* **ASSIGNMENT**: Before writing out the records, remove the pictures; keep everything else exact.

BEGIN INPUT DATA

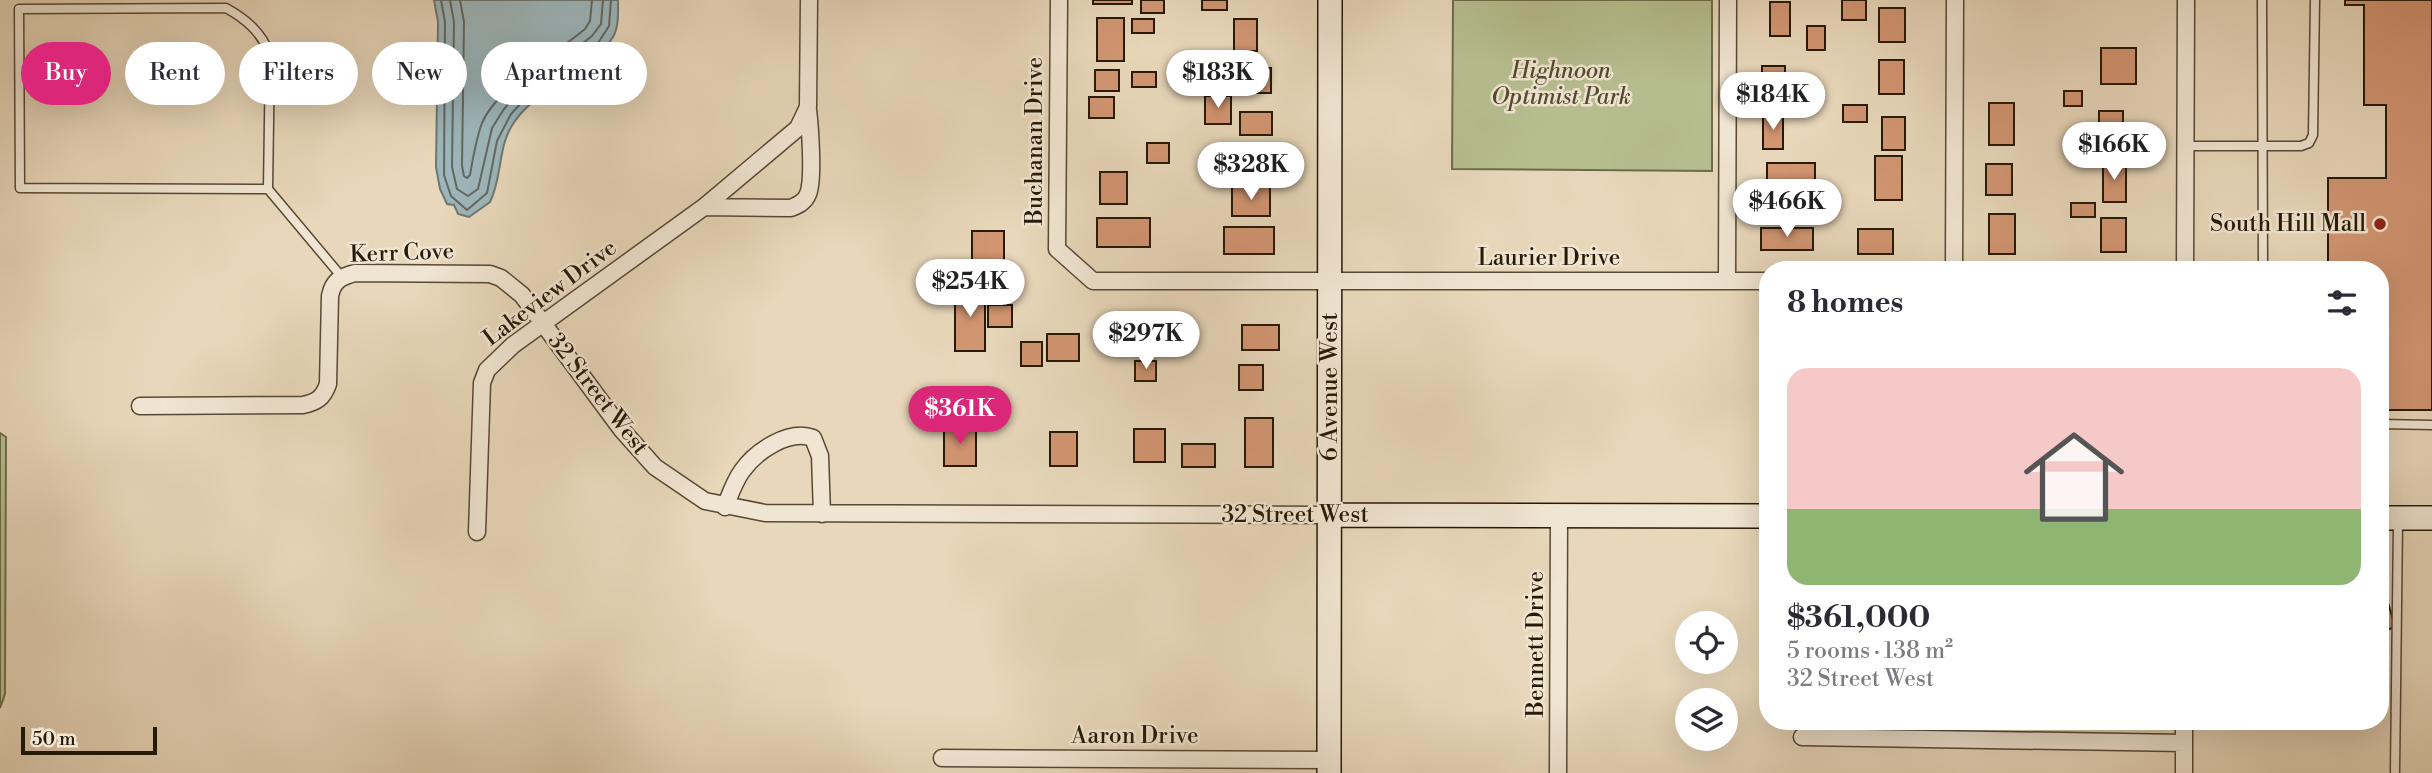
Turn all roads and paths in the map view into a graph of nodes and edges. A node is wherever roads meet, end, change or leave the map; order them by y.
1 (809, 0) edge
2 (1059, 0) edge
3 (1331, 0) edge
4 (1728, 0) edge
5 (1955, 0) edge
6 (2186, 0) edge
7 (2262, 0) edge
8 (2315, 0) edge
9 (808, 107) junction
10 (2186, 146) junction
11 (2264, 146) junction
12 (268, 189) junction
13 (704, 207) junction
14 (1954, 261) edge
15 (2185, 261) edge
16 (2263, 261) edge
17 (341, 276) junction
18 (1330, 280) junction
19 (1727, 281) junction
20 (1759, 281) edge
21 (543, 324) junction
22 (140, 406) dead end
23 (2389, 424) edge
24 (2432, 425) edge
25 (725, 507) junction
26 (822, 514) junction
27 (1330, 515) junction
28 (1559, 516) junction
29 (1759, 516) edge
30 (2389, 518) edge
31 (2432, 518) edge
32 (477, 532) dead end
33 (2184, 730) edge
34 (1802, 737) dead end
35 (2184, 743) junction
36 (942, 758) dead end
37 (1329, 766) edge
38 (2395, 771) dead end
39 (1558, 773) edge
40 (2184, 773) edge

1 - 9 street
2 - 18 street, Buchanan Drive
3 - 18 street, 6 Avenue West
4 - 19 street
5 - 14 street
6 - 10 street
7 - 11 lane
8 - 11 lane
9 - 13 street, Lakeview Drive
9 - 13 street
10 - 11 lane
10 - 15 street
11 - 16 lane
12 - 12 lane
12 - 17 lane
13 - 21 street, Lakeview Drive
17 - 21 street, Kerr Cove
17 - 22 street, Kerr Cove
18 - 19 street, Laurier Drive
18 - 27 street, 6 Avenue West
19 - 20 street, Laurier Drive
21 - 25 street, 32 Street West
21 - 32 street, Lakeview Drive
23 - 24 lane
25 - 26 street, 32 Street West
25 - 26 street
26 - 27 street, 32 Street West
27 - 28 street, 32 Street West
27 - 37 street, 6 Avenue West
28 - 29 street, 32 Street West
28 - 39 street, Bennett Drive
30 - 31 street
30 - 38 lane
33 - 35 street
34 - 35 street
35 - 40 street
36 - 37 street, Aaron Drive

END INPUT DATA

* **OUTPUT BELOW**:
Turn all roads and paths in the map view into a graph of nodes and edges. A node is wherever roads meet, end, change or leave the map; order them by y.
1 (809, 0) edge
2 (1059, 0) edge
3 (1331, 0) edge
4 (1728, 0) edge
5 (1955, 0) edge
6 (2186, 0) edge
7 (2262, 0) edge
8 (2315, 0) edge
9 (808, 107) junction
10 (2186, 146) junction
11 (2264, 146) junction
12 (268, 189) junction
13 (704, 207) junction
14 (1954, 261) edge
15 (2185, 261) edge
16 (2263, 261) edge
17 (341, 276) junction
18 (1330, 280) junction
19 (1727, 281) junction
20 (1759, 281) edge
21 (543, 324) junction
22 (140, 406) dead end
23 (2389, 424) edge
24 (2432, 425) edge
25 (725, 507) junction
26 (822, 514) junction
27 (1330, 515) junction
28 (1559, 516) junction
29 (1759, 516) edge
30 (2389, 518) edge
31 (2432, 518) edge
32 (477, 532) dead end
33 (2184, 730) edge
34 (1802, 737) dead end
35 (2184, 743) junction
36 (942, 758) dead end
37 (1329, 766) edge
38 (2395, 771) dead end
39 (1558, 773) edge
40 (2184, 773) edge

1 - 9 street
2 - 18 street, Buchanan Drive
3 - 18 street, 6 Avenue West
4 - 19 street
5 - 14 street
6 - 10 street
7 - 11 lane
8 - 11 lane
9 - 13 street, Lakeview Drive
9 - 13 street
10 - 11 lane
10 - 15 street
11 - 16 lane
12 - 12 lane
12 - 17 lane
13 - 21 street, Lakeview Drive
17 - 21 street, Kerr Cove
17 - 22 street, Kerr Cove
18 - 19 street, Laurier Drive
18 - 27 street, 6 Avenue West
19 - 20 street, Laurier Drive
21 - 25 street, 32 Street West
21 - 32 street, Lakeview Drive
23 - 24 lane
25 - 26 street, 32 Street West
25 - 26 street
26 - 27 street, 32 Street West
27 - 28 street, 32 Street West
27 - 37 street, 6 Avenue West
28 - 29 street, 32 Street West
28 - 39 street, Bennett Drive
30 - 31 street
30 - 38 lane
33 - 35 street
34 - 35 street
35 - 40 street
36 - 37 street, Aaron Drive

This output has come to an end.